* Required action: Would you return every line of the listing below that has "middle" in it?
Data in this exercise below:
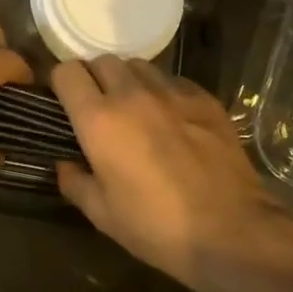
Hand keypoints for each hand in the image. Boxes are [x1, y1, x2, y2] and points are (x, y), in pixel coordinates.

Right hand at [52, 57, 292, 289]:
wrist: (232, 230)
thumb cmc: (157, 227)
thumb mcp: (103, 215)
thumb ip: (75, 182)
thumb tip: (65, 164)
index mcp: (99, 119)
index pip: (67, 72)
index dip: (61, 83)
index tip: (63, 102)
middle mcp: (132, 94)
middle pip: (102, 61)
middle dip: (94, 78)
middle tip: (99, 107)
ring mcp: (171, 92)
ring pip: (138, 65)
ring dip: (128, 80)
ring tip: (135, 108)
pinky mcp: (204, 97)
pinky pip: (173, 80)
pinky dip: (163, 91)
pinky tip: (171, 118)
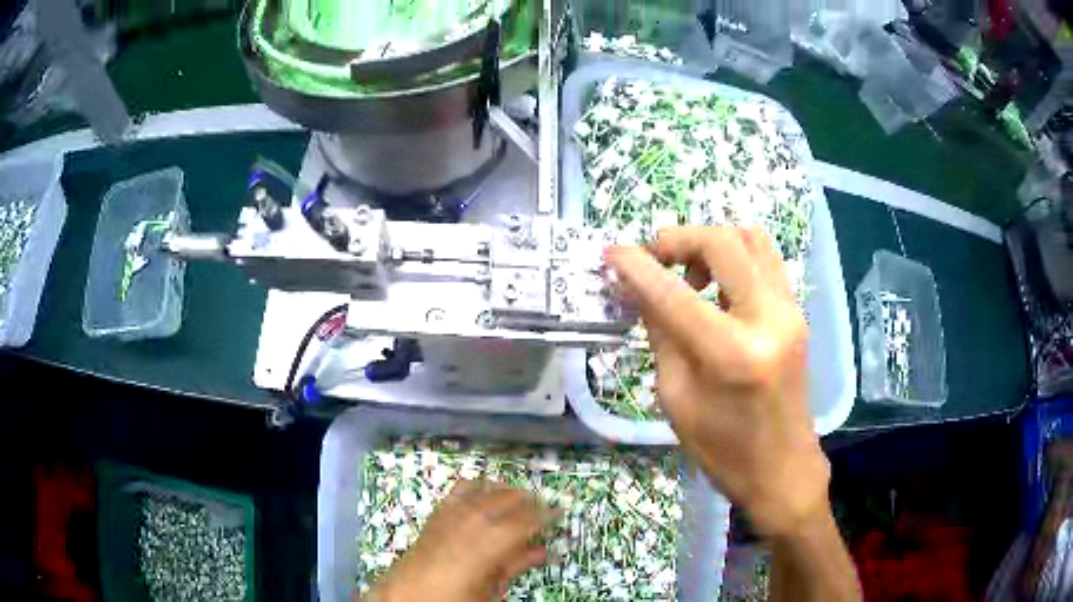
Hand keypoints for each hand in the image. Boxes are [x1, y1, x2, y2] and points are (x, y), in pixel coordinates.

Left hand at [363, 479, 555, 601]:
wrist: (407, 597)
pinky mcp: (436, 516)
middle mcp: (468, 523)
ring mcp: (449, 517)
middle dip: (528, 500)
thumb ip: (516, 566)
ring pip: (483, 492)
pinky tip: (484, 489)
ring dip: (504, 491)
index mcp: (486, 545)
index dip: (545, 515)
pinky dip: (476, 487)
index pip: (523, 522)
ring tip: (520, 495)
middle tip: (545, 504)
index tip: (561, 511)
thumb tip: (543, 551)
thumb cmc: (453, 598)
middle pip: (504, 501)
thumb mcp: (491, 589)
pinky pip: (458, 492)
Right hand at [606, 226, 829, 537]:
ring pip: (750, 239)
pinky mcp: (796, 312)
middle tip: (653, 257)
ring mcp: (790, 312)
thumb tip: (639, 288)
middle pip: (723, 243)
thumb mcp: (676, 398)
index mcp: (733, 355)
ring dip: (710, 243)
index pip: (675, 294)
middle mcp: (769, 320)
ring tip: (687, 272)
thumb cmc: (723, 449)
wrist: (782, 468)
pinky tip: (714, 284)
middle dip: (678, 239)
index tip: (612, 253)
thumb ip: (661, 334)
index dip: (638, 267)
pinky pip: (764, 260)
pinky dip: (733, 256)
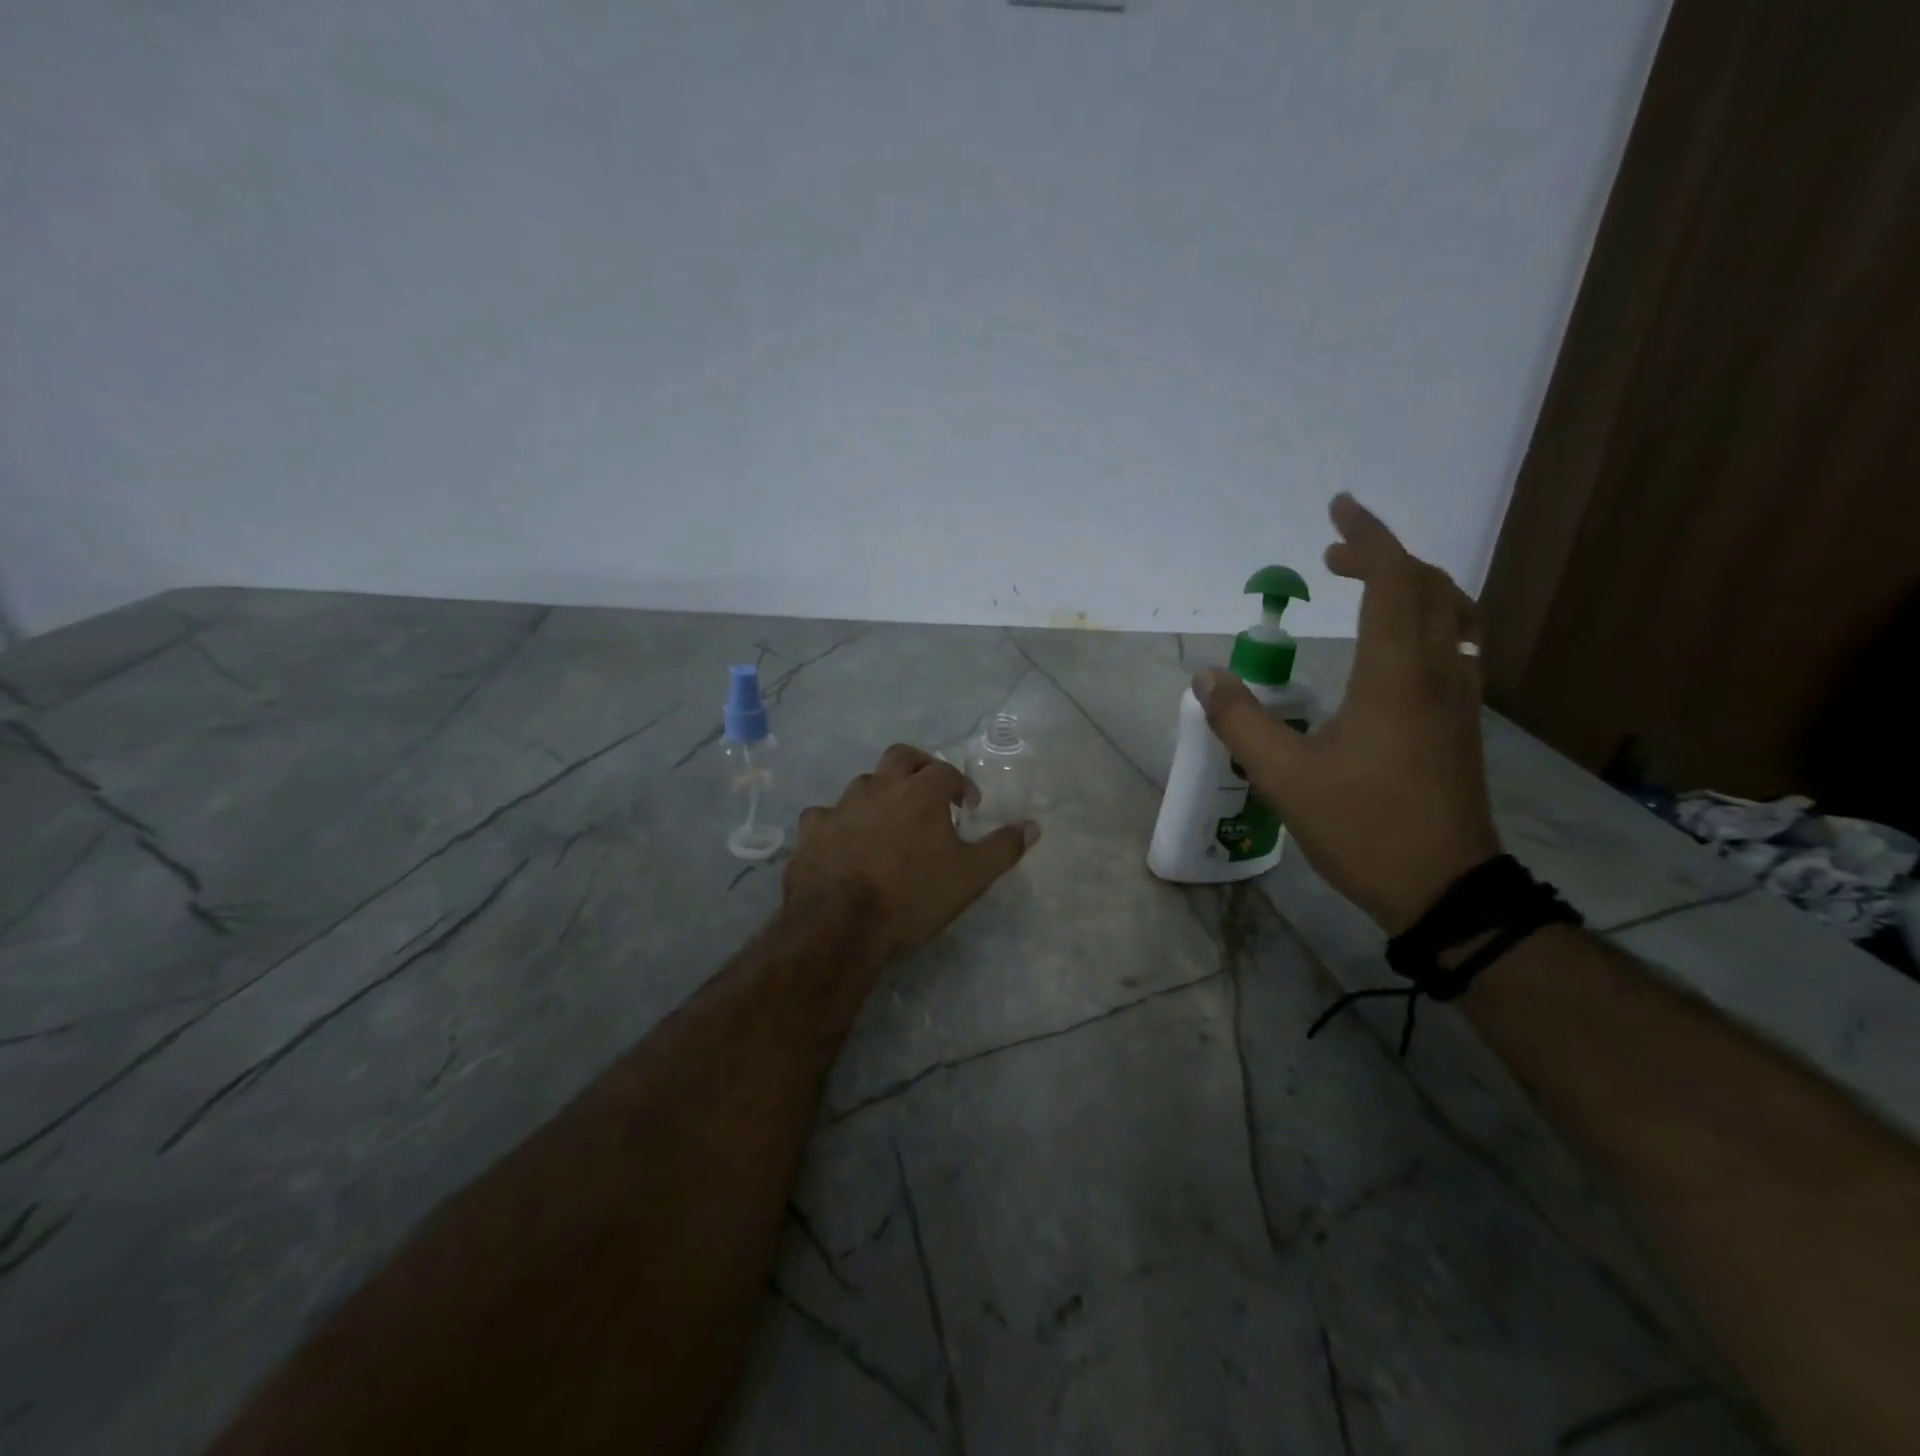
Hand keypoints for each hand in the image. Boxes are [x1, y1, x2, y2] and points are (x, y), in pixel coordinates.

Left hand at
End of Data in this exercise.
* Task response:
middle mcp: (132, 94)
middle pip: (102, 61)
middle dip: (94, 78)
middle tip: (99, 107)
middle mcp: (468, 523)
middle dip: (528, 500)
middle tip: (545, 504)
middle pip: (504, 501)
middle tip: (653, 257)
middle pip: (723, 243)
middle mcp: (769, 320)
middle dip: (678, 239)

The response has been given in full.